App: Statistics Module#
The statistics module provides most commonly used statistical functions.
First, you need to import the statistics module.
import statistics
You can access the list of methods in the statistics module by using the dir(statistics) function.
You can execute help(statistics) for more details.
print(dir(statistics))
['Counter', 'Decimal', 'Fraction', 'LinearRegression', 'NormalDist', 'StatisticsError', '_SQRT2', '__all__', '__annotations__', '__builtins__', '__cached__', '__doc__', '__file__', '__loader__', '__name__', '__package__', '__spec__', '_coerce', '_convert', '_decimal_sqrt_of_frac', '_exact_ratio', '_fail_neg', '_float_sqrt_of_frac', '_integer_sqrt_of_frac_rto', '_isfinite', '_mean_stdev', '_normal_dist_inv_cdf', '_sqrt_bit_width', '_ss', '_sum', 'bisect_left', 'bisect_right', 'correlation', 'covariance', 'defaultdict', 'erf', 'exp', 'fabs', 'fmean', 'fsum', 'geometric_mean', 'groupby', 'harmonic_mean', 'hypot', 'linear_regression', 'log', 'math', 'mean', 'median', 'median_grouped', 'median_high', 'median_low', 'mode', 'mul', 'multimode', 'namedtuple', 'numbers', 'pstdev', 'pvariance', 'quantiles', 'random', 'reduce', 'repeat', 'sqrt', 'stdev', 'sys', 'tau', 'variance']
Methods#
mean()#
It returns the mean (average) of the provided data.

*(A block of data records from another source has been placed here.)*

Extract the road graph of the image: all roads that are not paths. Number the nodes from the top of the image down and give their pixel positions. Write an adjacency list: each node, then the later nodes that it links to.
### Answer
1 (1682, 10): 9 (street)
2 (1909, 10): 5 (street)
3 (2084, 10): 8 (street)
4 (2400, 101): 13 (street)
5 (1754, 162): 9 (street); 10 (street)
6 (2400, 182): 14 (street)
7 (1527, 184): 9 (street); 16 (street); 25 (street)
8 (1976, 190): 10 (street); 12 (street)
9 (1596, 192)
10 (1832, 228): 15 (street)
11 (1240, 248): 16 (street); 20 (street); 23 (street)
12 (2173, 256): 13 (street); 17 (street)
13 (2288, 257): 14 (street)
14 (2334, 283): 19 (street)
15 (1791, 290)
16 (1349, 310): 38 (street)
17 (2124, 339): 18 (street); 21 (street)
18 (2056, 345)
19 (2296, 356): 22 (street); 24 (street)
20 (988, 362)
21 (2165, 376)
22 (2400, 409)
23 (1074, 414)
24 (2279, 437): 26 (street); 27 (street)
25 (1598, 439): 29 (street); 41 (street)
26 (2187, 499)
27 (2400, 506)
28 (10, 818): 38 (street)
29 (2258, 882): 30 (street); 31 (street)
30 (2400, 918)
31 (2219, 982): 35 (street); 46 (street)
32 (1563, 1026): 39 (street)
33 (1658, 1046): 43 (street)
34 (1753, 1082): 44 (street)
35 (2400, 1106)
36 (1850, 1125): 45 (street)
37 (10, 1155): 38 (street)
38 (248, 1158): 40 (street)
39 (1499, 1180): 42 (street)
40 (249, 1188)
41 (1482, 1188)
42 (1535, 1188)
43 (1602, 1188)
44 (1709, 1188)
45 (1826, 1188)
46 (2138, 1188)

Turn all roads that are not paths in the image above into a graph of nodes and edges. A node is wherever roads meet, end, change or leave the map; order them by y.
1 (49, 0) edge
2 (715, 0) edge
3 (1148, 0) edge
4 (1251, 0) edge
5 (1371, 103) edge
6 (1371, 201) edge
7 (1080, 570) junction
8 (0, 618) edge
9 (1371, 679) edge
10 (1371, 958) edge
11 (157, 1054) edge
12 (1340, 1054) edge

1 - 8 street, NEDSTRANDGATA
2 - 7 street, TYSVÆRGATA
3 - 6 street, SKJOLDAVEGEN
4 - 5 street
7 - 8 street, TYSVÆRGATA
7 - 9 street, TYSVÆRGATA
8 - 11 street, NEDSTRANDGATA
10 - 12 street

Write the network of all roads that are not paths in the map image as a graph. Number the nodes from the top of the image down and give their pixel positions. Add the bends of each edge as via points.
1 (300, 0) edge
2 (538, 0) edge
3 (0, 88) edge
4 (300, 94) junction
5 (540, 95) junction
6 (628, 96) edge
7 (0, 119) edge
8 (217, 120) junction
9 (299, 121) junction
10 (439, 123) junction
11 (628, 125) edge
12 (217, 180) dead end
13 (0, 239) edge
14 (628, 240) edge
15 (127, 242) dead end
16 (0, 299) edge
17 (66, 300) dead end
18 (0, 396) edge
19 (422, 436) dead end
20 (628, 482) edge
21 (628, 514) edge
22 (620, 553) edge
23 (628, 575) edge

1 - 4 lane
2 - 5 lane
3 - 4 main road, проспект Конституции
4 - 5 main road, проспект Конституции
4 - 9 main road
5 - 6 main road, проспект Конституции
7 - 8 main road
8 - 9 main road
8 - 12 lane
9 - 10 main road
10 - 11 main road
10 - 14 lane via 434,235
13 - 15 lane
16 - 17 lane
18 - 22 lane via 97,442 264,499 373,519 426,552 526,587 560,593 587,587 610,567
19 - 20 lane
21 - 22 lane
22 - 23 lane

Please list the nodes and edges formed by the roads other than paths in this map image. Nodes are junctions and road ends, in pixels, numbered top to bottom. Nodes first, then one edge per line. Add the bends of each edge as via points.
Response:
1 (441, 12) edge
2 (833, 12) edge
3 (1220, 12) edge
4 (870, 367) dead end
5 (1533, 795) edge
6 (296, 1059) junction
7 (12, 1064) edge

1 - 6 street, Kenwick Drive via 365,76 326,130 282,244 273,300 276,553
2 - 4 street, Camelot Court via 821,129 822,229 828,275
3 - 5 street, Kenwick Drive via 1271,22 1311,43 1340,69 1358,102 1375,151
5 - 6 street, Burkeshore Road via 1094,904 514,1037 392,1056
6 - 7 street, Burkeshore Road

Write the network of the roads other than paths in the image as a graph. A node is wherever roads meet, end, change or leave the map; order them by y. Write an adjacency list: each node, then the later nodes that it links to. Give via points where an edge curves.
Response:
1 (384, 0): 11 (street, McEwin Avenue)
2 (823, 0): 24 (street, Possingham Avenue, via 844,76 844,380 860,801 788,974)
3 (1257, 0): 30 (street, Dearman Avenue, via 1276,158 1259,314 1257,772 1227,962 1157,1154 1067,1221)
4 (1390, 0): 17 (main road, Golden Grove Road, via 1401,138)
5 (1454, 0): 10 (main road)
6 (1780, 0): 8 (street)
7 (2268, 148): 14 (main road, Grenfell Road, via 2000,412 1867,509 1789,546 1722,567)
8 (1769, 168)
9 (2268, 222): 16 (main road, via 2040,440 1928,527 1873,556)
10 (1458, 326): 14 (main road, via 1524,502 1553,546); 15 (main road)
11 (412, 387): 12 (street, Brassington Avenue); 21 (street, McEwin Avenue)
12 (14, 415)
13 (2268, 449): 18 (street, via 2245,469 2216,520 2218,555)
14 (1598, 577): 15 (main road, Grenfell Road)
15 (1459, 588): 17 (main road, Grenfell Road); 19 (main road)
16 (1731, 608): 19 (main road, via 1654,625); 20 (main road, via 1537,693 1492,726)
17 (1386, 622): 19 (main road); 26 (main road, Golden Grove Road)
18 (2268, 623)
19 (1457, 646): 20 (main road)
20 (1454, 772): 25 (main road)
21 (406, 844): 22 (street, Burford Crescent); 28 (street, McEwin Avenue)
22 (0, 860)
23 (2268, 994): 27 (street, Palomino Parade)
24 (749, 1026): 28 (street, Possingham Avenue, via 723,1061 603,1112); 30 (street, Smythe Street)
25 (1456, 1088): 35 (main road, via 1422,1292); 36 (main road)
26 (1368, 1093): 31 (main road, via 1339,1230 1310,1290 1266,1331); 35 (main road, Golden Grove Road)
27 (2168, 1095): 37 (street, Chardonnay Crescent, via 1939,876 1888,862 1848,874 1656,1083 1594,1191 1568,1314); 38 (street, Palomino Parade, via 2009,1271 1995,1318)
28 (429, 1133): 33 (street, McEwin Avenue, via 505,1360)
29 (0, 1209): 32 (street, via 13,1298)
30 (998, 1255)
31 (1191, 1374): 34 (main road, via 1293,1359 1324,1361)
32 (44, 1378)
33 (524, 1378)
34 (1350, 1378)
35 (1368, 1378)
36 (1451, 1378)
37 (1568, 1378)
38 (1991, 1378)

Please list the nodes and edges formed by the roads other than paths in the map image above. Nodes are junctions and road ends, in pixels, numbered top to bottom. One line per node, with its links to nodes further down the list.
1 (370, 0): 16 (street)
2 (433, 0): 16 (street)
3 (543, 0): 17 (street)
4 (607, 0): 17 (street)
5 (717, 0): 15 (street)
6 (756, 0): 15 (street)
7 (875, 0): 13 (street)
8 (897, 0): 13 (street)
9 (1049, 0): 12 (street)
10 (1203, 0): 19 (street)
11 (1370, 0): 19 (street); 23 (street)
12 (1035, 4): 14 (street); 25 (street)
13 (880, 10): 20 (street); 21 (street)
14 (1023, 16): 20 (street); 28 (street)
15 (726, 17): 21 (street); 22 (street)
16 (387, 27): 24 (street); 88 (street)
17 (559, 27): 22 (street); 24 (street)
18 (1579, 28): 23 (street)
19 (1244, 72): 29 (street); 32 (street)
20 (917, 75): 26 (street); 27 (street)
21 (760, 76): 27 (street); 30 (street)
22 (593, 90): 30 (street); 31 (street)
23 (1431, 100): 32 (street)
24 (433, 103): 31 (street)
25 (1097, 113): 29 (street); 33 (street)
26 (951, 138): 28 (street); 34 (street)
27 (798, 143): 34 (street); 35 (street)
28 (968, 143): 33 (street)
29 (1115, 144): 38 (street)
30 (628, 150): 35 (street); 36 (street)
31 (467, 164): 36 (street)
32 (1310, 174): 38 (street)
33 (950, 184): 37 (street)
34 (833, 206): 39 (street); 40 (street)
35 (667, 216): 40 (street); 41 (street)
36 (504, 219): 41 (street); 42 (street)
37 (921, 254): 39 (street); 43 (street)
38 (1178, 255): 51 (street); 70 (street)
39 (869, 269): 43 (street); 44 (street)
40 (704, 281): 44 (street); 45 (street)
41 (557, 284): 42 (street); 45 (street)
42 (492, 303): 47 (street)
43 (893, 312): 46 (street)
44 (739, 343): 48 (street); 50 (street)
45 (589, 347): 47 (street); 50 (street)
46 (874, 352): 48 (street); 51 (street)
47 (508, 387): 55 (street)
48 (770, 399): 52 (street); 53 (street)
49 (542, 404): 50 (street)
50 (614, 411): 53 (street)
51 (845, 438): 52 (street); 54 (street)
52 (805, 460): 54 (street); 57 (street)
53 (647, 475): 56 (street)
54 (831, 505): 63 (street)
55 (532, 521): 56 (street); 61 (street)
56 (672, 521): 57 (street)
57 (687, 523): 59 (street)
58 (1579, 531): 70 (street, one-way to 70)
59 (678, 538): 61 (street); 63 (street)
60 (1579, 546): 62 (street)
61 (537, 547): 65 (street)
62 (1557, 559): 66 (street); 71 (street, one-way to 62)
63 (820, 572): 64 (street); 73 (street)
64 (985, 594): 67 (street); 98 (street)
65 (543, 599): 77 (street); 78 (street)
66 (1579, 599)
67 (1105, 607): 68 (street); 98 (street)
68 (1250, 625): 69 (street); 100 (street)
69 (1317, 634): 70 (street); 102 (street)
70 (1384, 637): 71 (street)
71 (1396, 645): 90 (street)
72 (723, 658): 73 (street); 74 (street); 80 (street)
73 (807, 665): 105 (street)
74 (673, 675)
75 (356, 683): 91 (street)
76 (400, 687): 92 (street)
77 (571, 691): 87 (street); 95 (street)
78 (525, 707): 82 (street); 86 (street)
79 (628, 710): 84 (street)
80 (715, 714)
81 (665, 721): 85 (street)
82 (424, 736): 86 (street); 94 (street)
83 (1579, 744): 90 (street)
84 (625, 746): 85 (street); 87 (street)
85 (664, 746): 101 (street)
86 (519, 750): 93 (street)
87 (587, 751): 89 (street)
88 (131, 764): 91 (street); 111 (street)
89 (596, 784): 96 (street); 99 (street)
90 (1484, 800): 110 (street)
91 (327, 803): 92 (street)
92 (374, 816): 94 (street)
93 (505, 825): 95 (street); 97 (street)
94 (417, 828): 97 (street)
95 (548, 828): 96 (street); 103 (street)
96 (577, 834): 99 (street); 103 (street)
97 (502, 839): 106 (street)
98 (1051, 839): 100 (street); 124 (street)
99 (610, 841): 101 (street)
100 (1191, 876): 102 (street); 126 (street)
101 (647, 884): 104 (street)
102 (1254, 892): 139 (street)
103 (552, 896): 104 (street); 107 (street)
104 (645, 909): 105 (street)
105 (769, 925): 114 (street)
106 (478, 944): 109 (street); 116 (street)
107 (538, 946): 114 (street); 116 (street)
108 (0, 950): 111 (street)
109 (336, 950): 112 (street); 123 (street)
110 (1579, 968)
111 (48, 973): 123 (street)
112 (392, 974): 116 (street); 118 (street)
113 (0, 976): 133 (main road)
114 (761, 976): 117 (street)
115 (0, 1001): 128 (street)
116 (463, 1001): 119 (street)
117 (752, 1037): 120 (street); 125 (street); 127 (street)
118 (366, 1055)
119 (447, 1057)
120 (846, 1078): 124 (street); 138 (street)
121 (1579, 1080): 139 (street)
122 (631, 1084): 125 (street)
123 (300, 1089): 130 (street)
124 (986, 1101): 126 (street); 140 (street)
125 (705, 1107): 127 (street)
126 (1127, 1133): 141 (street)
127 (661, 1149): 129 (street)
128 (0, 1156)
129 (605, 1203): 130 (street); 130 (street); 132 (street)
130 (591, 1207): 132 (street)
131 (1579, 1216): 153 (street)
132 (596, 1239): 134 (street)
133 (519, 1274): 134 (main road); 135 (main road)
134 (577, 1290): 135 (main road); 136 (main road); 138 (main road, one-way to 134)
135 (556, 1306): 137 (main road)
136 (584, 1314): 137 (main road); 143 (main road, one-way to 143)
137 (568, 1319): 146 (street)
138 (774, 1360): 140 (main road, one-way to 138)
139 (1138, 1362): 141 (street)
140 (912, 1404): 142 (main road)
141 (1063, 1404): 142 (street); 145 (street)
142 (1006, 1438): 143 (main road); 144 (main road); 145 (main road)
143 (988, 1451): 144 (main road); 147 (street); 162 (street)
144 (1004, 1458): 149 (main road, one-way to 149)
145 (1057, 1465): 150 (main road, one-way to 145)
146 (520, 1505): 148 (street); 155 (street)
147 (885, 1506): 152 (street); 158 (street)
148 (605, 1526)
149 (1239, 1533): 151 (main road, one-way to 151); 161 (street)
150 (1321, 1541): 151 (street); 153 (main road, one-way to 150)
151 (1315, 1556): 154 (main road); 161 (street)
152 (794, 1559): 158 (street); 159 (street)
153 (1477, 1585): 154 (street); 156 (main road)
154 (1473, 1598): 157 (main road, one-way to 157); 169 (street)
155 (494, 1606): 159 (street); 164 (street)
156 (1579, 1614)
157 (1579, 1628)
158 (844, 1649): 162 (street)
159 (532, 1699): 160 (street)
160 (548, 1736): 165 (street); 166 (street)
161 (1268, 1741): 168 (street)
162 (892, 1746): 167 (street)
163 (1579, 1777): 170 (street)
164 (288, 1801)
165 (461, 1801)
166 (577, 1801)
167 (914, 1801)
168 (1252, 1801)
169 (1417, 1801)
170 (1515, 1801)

data = [1,2,3,3,4,4,4,5,5,6]
print(statistics.mean(data))
3.7
median()#
It returns the median of the provided data.
data = [1,2,3,3,4,4,4,5,5,6]
print(statistics.median(data))
4.0
mode()#
It returns the mode (most frequent element) of the provided data.
data = [1,2,3,3,3,4,4,5,5,6]
print(statistics.mode(data))
3
pstdev()#
It returns the population standard deviation of the given data.
data = [1,2,3,3,3,4,4,5,5,6]
print(statistics.pstdev(data))
1.42828568570857
stdev()#
It returns the sample standard deviation of the given data.
data = [1,2,3,3,3,4,4,5,5,6]
print(statistics.stdev(data))
1.505545305418162
pvariance()#
It returns the population variation of the given data.
data = [1,2,3,3,3,4,4,5,5,6]
print(statistics.pvariance(data))
2.04
variance()#
It returns the sample variation of the given data.
data = [1,2,3,3,3,4,4,5,5,6]
print(statistics.variance(data))
2.2666666666666666
quantiles()#
It returns three points that divide the data into four intervals, each containing approximately 25 percent of the data.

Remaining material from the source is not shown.